The papers in this special issue cover a wide range of topics in multimedia content analysis and signal processing including multimedia content analysis, image and audio processing, and video coding and compression.

  1. A)

    Multimedia Content Analysis

Enriching the abstract tags for social images is important for keyword-based social image search and retrieval. The paper entitled “Automatic Abstract Tag Detection for Social Image Tag Refinement and Enrichment” by Xia et al. constructs the concept ontology with three-level semantics to detect the candidates of abstract tags. Based on the concept ontology, new tags can also be added to enrich the tags of social images. The proposed methods were compared with other existing approaches to demonstrate its effectiveness.

Multimedia event detection is an important research topic due to its application in video indexing and retrieval. In the paper entitled “Multimedia Event Detection Using Segment-based Approach for Motion Feature,” Phan et al. propose a new approach for multimedia event detection by partitioning each video into segments for feature extraction and classification. The experimental results on the TRECVID Multimedia Event Detection datasets show promising results of their approach.

Saliency detection can be used for many real world applications such as object detection and recognition. In the paper entitled “Top-Down Saliency Detection via Contextual Pooling,” Zhu et al. propose a new top-down approach for saliency detection by additionally using spatial context information. The results demonstrate their method achieves state-of-the-art performance for saliency detection.

Hand gesture recognition is an important component for human computer interaction. In the paper entitled “Real-time Hand Gesture Recognition from Depth Images Using Convex Shape Decomposition Method,” Qin et al. propose a new hand gesture recognition system by using depth images.
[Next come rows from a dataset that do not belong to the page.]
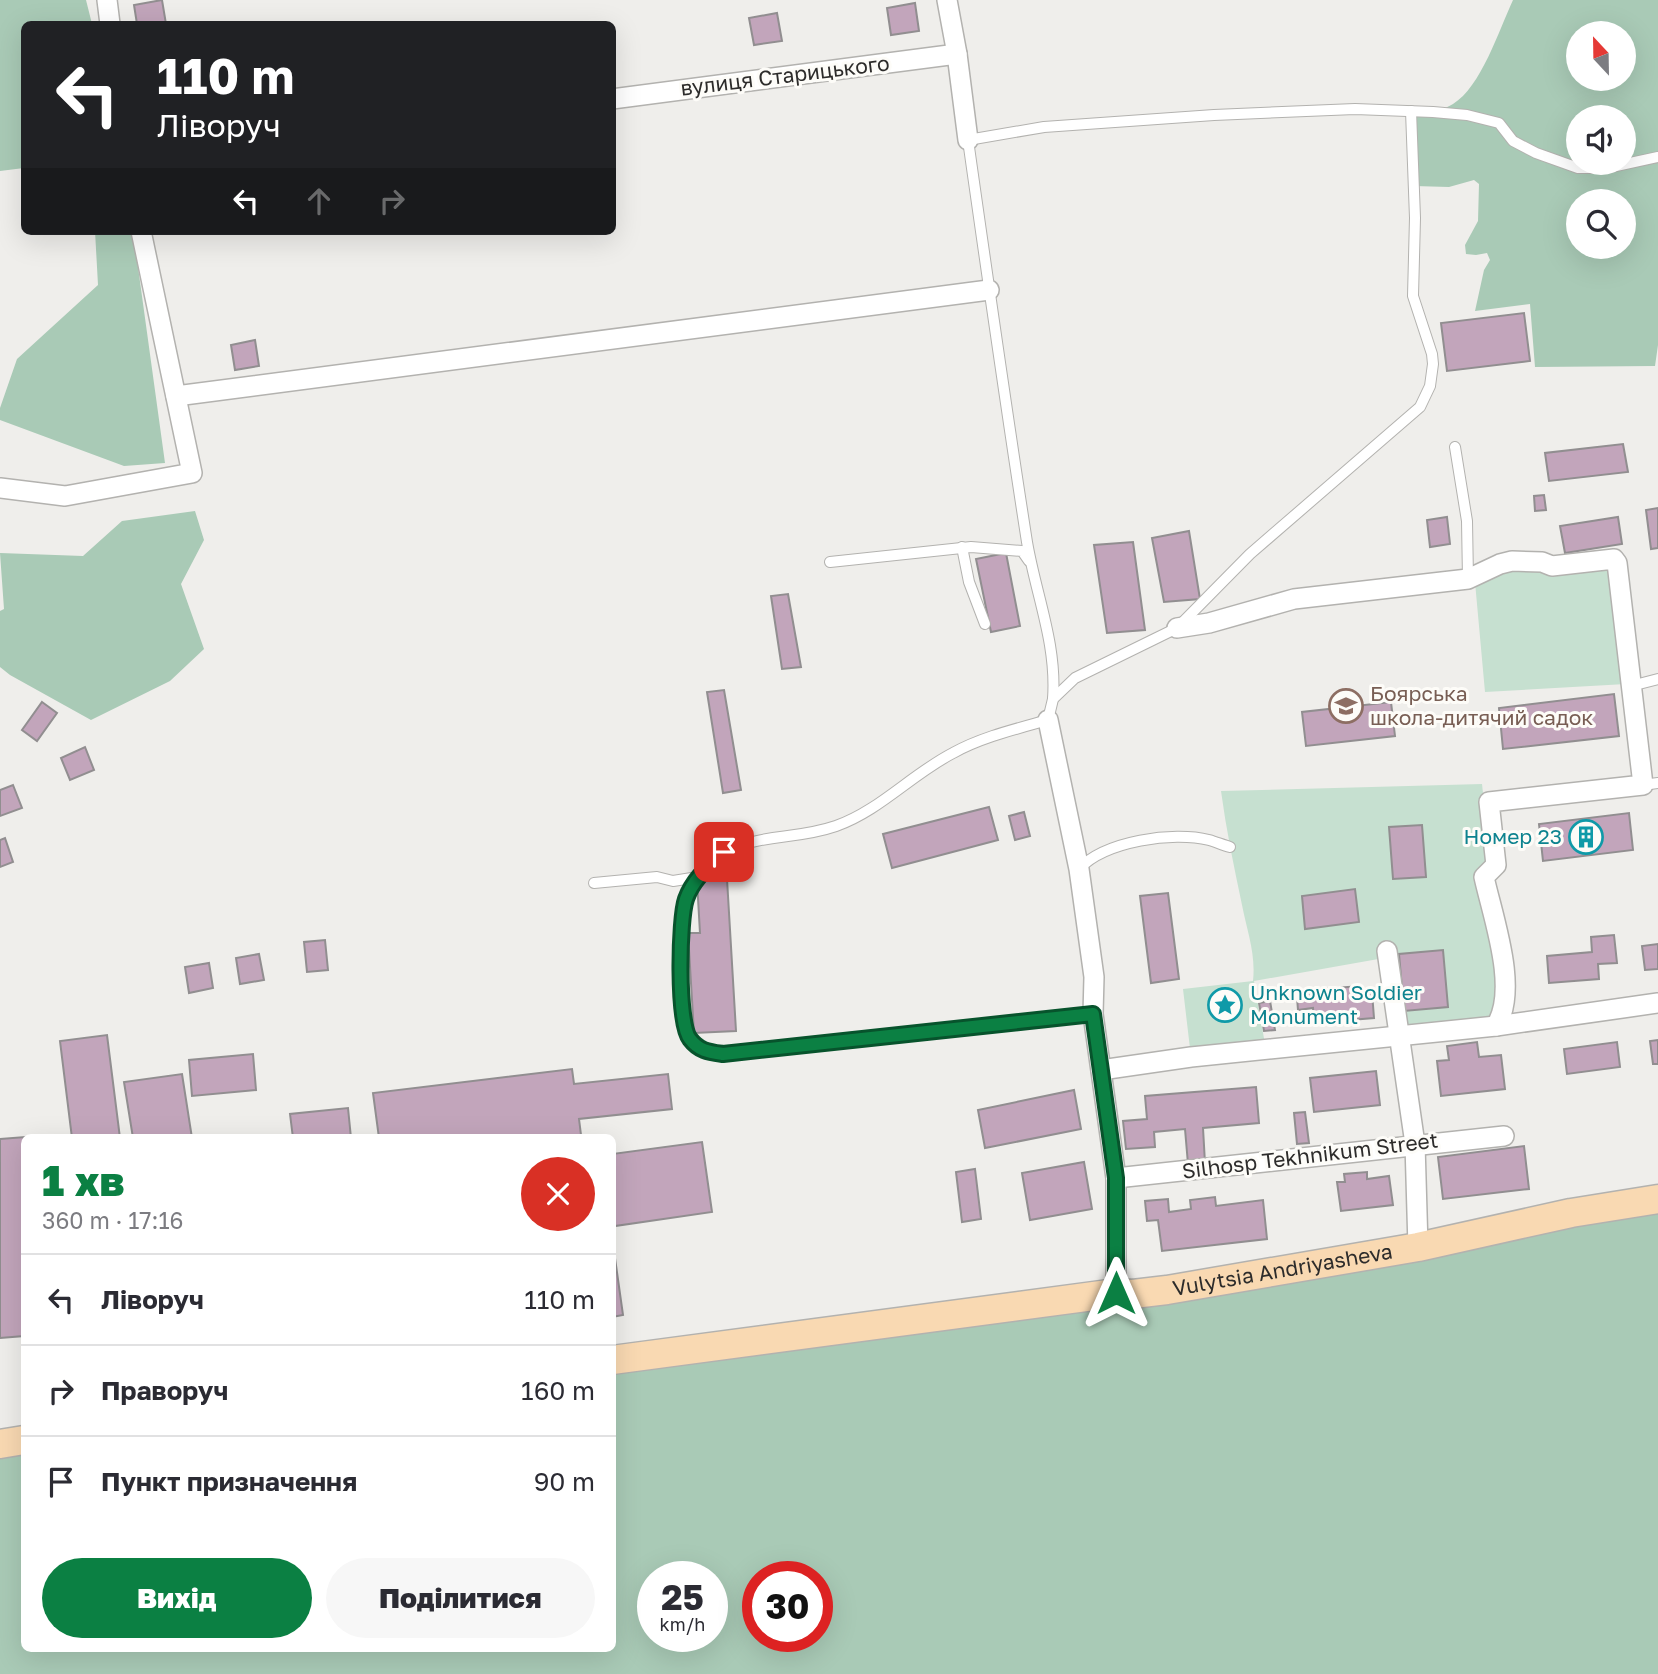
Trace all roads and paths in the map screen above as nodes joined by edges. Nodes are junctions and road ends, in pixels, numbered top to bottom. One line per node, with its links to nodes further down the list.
1 (107, 0): 3 (street)
2 (947, 0): 4 (street)
3 (110, 21)
4 (957, 54): 5 (street, вулиця Старицького); 7 (street)
5 (616, 98)
6 (1410, 111): 7 (lane); 8 (lane); 19 (lane)
7 (968, 140): 10 (lane)
8 (1658, 157)
9 (142, 235): 11 (street)
10 (989, 290): 11 (street); 16 (lane)
11 (176, 396): 13 (street)
12 (1455, 447): 17 (lane)
13 (0, 488)
14 (962, 547): 15 (lane); 16 (lane); 18 (lane)
15 (830, 562)
16 (1031, 564): 22 (lane)
17 (1468, 579): 19 (street); 21 (street)
18 (985, 624)
19 (1177, 628): 22 (lane)
20 (1658, 679): 21 (lane)
21 (1631, 686): 24 (street)
22 (1053, 699): 23 (lane)
23 (1048, 720): 26 (street); 27 (lane)
24 (1650, 784): 32 (street)
25 (1230, 847): 26 (lane)
26 (1079, 869): 31 (street)
27 (698, 877): 28 (lane); 31 (lane)
28 (594, 884)
29 (1387, 951): 33 (street)
30 (1658, 1003): 32 (street)
31 (1093, 1014): 34 (street)
32 (1496, 1026): 33 (street)
33 (1399, 1036): 34 (street); 36 (street)
34 (1101, 1070): 37 (street)
35 (1504, 1136): 36 (street, Silhosp Tekhnikum Street)
36 (1415, 1144): 37 (street, Silhosp Tekhnikum Street); 39 (street)
37 (1116, 1178): 40 (street)
38 (1658, 1199): 39 (street, Vulytsia Andriyasheva)
39 (1418, 1247): 40 (street, Vulytsia Andriyasheva)
40 (1116, 1293): 41 (street, Vulytsia Andriyasheva)
41 (616, 1359)
42 (21, 1440): 43 (street)
43 (0, 1444)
New hand detection and segmentation methods were proposed before conducting gesture recognition. The experiments demonstrate that their system can accurately recognize hand gestures in real-time.

Colorizing the gray scale facial images is an interesting research topic in multimedia. In the paper entitled “Colorization for Gray Scale Facial Image by Locality-constrained Linear Coding,” Liang et al. develop a new colorization system for gray scale facial images by using Locality-constrained Linear Coding (LLC) and Markov Random Field (MRF). The experiments demonstrate the effectiveness of their proposed system.

  1. B)

    Image and Audio Processing

Noise estimation is a fundamental issue for image denoising and many other image processing applications. In the paper entitled “Robust Noise Estimation Based on Noise Injection,” Tang et al. describe a new noise level estimation algorithm by investigating the distribution of local variances in natural images. They have used a wavelet decomposition based preliminary estimation stage to alleviate the influence of an image's textural or structural information, and then a noise injection based estimation stage to find the impact of image content on the variance distribution. Proper experiments and comparative analysis demonstrate that the proposed algorithm can infer noise levels and has robust performance over a wide range of visual content, as compared to the existing relevant methods.

Audio is indispensable in multimedia applications. In “Audio Quality Requirements and Comparison of Multimodal vs. Unimodal Perception of Impairments for Long Duration Content” by Borowiak et al., the effect of the time dimension on quality ratings and user responses, as well as that of audio artifacts related to different compression rates over extended periods of time, are investigated. The study gives useful insights toward user quality expectations, user reaction time to quality degradation, user sensitivity to quality changes when he is able to influence the quality himself, and cross-modal effect between visual and auditory modalities.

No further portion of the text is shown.